Innovation by UK businesses has fallen sharply since the financial crisis of 2008. The most recent data suggests it declined by as much as £24 billion last year, according to a report by the National Endowment for Science, Technology and the Arts (NESTA).

NESTA is calling for 'a new conversation' about economic growth and its new plan sets out the direction it believes the UK should be travelling in.

Since 2008, the UK's economic debate has largely been about short-term recovery. The argument has focused on which of two options will end the recession: Plan A or Plan B, austerity or stimulus. But neither addresses the UK's longer-term growth prospects, NESTA claims. Decades of research have shown that innovation is the most important driver of long-term productivity and prosperity, and that innovative businesses create more jobs and grow faster.

Professor Brigitte Andersen, director of 'global open innovation hub', the Big Innovation Centre, said: "The only chance we have to recover from the recession is through action to support innovation.

"Public and private organisations need to find new ways to work together to unlock potential of new technologies and forge new wealth-creating markets," she added.

Charles Levy, senior economist at the Work Foundation said: "I feel the only way to bring this country out of recession is through innovation.

"It's about sustaining growth as well. This can be achieved by creating new knowledge and new ideas," he added.

NESTA's 'Plan 1' sets out 12 recommendations to kick-start sustainable, innovation-led growth, and move beyond the typical economic policy that has dominated in the UK for the last decade:

Financial architecture: A £200 million fund for early-stage ventures; freedom to raise money for the Green Investment Bank, and a 'new business' bank to lend to growth sectors, including advanced manufacture and life sciences.

Rebalance government spending towards innovation: Invest the proceeds of the forthcoming 4G spectrum auction – estimated at £4 billion – in science, technology and innovation.

Government innovation procurement: Establish innovation spending to channel £1 billion of government procurement through innovative businesses.

Infrastructure investment: Relax planning restrictions around innovation clusters.

Collective intelligence: Higher education funds for radical inventions around knowledge creation – putting design thinking at the heart of the new Catapult centres.

Incentives for innovation: A £25 million 'challenge prize' fund to inspire the nation to tackle big technological challenges.

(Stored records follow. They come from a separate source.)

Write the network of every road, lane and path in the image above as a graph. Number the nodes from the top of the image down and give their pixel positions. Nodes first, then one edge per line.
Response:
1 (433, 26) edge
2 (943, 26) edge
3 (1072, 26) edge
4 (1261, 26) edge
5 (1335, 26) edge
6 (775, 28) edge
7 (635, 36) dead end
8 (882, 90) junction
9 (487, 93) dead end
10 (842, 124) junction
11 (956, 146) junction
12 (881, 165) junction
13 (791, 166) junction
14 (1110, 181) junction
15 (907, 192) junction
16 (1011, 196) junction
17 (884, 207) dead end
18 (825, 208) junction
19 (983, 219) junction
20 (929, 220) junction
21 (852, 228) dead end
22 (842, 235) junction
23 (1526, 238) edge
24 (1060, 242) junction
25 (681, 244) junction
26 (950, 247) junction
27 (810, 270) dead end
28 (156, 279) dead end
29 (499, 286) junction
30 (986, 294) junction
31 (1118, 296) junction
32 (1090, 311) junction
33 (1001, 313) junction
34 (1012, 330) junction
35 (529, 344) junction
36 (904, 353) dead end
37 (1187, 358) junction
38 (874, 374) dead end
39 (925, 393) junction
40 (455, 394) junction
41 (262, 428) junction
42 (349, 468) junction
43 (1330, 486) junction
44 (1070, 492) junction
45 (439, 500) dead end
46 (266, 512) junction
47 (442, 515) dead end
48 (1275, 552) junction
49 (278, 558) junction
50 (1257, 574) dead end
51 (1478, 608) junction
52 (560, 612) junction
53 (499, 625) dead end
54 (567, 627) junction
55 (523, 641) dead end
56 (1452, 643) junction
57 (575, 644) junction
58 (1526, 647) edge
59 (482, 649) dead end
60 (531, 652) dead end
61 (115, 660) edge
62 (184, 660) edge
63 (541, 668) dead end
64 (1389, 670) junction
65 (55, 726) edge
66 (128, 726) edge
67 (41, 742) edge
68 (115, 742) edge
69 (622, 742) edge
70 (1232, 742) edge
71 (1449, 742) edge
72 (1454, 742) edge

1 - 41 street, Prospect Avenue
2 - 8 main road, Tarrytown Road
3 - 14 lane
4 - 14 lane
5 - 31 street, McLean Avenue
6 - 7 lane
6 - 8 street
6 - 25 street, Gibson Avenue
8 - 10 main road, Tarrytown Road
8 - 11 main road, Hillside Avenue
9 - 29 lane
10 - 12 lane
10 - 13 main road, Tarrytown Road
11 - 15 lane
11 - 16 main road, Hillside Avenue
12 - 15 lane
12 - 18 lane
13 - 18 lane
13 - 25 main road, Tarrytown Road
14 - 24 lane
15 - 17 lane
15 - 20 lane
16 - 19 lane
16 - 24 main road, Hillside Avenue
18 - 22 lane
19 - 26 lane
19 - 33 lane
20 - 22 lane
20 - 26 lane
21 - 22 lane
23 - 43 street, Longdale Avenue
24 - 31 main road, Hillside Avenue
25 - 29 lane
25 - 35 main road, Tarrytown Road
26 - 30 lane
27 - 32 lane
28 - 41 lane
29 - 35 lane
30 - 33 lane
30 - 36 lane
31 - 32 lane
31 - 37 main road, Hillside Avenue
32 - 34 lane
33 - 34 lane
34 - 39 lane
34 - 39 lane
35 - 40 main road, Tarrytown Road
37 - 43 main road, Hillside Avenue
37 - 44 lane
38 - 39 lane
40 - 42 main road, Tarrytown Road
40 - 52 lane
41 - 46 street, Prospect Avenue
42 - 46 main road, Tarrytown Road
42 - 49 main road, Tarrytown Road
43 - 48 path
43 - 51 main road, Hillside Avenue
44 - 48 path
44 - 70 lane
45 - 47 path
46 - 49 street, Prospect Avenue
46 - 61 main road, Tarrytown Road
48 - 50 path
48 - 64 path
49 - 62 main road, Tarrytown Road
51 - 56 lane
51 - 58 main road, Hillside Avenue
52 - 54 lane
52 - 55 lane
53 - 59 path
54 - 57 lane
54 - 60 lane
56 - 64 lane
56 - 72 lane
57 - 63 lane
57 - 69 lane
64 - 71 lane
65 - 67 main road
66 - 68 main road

Measurement, data and standards: Reshape the tax credit system to recognise hidden innovation and R&D.

Boosting innovation across the UK: Supporting innovation clusters where they are already thriving.

Innovation in the labour market: Link procurement to local jobs, training and apprenticeships and encourage innovation around micro-jobs and micro-franchises. Support innovative projects such as Studio Schools/establish norm of one apprenticeship per £1 million turnover.

Public and social innovation: Demonstrate the most effective models and approaches to tackle the severest social challenges, with cross-government funding commitment for public service incubators to share the most effective models.

Education: Create the next generation of digital makers, giving all teenagers the chance to make, code, design and program.

Remove barriers to entrepreneurship: Change the immigration cap to welcome skilled foreign graduates and entrepreneurs, and recast regulation to encourage new market entry.

A follow-up plan from NESTA with more detailed proposals will be available later this year. It plans to issue a Manifesto for the Creative Economy in early 2013.